Ibraim voltou a sorrir e ponderou
com encantadora doçura:
- Fui um homem rico e poderoso. Tive
a meus pés homens e mulheres. Aparentemente, possuía tudo; na realidade, meu
amigo, tudo me faltava, porque eu não tinha o maior bem que Alá deixou na
Terra: a tranquilidade. Nasci coberto de ouro e pedras preciosas, e andava nu.

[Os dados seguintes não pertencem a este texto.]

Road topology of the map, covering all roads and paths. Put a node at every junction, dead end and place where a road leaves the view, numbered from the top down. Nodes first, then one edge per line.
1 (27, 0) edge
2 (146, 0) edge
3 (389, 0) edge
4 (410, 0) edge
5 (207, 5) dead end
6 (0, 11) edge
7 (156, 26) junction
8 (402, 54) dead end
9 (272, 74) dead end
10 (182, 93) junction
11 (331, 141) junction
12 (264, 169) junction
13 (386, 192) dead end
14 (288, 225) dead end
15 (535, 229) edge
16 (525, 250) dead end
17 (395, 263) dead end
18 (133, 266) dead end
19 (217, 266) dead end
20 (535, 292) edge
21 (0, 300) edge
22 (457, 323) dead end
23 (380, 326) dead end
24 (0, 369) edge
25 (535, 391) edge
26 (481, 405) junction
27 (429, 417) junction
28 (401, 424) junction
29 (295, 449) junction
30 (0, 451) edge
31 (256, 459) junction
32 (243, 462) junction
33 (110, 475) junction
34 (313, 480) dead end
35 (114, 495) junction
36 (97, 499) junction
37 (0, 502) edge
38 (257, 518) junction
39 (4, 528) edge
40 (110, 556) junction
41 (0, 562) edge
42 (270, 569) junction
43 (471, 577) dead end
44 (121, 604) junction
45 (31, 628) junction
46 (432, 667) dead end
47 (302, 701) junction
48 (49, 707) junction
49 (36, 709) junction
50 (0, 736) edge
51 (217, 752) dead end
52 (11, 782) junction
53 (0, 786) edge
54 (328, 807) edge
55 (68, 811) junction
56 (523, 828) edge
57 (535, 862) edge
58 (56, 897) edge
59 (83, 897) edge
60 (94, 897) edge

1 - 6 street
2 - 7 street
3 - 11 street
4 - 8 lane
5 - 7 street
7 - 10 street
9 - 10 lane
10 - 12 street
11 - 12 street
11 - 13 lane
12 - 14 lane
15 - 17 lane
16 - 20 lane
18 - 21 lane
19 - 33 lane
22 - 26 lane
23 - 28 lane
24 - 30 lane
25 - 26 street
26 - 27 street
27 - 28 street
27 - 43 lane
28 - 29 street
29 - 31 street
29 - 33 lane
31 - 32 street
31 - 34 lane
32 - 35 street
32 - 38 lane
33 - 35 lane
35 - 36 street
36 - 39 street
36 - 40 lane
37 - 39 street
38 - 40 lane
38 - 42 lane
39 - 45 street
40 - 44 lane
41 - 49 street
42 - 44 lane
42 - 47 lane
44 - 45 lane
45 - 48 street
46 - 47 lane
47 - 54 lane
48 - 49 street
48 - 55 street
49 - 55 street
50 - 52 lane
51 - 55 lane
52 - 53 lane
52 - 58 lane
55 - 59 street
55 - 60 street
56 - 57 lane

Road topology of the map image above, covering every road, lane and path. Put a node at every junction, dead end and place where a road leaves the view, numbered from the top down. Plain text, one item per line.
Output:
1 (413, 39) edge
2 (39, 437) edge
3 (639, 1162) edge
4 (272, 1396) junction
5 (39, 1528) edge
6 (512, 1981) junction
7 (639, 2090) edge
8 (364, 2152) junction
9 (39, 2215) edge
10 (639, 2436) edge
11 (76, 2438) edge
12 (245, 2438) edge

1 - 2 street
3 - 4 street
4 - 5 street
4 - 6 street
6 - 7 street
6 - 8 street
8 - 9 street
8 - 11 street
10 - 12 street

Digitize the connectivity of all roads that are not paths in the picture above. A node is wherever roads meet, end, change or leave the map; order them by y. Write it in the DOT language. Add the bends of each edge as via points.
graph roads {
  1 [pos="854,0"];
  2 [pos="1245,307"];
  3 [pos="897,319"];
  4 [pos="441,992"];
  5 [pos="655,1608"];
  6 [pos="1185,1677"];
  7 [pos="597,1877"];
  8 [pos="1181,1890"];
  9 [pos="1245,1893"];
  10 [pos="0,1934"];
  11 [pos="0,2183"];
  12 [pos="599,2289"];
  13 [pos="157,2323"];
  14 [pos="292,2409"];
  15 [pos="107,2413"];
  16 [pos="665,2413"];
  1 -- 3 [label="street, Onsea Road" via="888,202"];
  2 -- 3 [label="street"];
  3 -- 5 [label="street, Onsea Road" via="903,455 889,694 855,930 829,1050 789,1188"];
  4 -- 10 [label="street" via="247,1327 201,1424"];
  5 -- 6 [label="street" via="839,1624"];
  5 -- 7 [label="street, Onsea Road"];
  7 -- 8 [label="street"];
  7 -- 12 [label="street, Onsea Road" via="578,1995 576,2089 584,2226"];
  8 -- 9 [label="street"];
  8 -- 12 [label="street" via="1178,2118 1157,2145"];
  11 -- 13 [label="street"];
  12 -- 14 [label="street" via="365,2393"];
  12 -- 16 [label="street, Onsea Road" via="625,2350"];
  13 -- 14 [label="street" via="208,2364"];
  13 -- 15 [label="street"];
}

"- Um dia, bateu--me à porta um cenobita. Cantou-me o suave cântico de um
Evangelho que eu não conhecia. Contou-me que passara pelo mundo um pregador
cheio de meiguice, maior que Maomé, porque até contra o mal empregava o Amor...
Quis saber-lhe o nome. O
cenobita, compreendendo as ânsias do meu espírito, m'o revelou: Jesus-Cristo!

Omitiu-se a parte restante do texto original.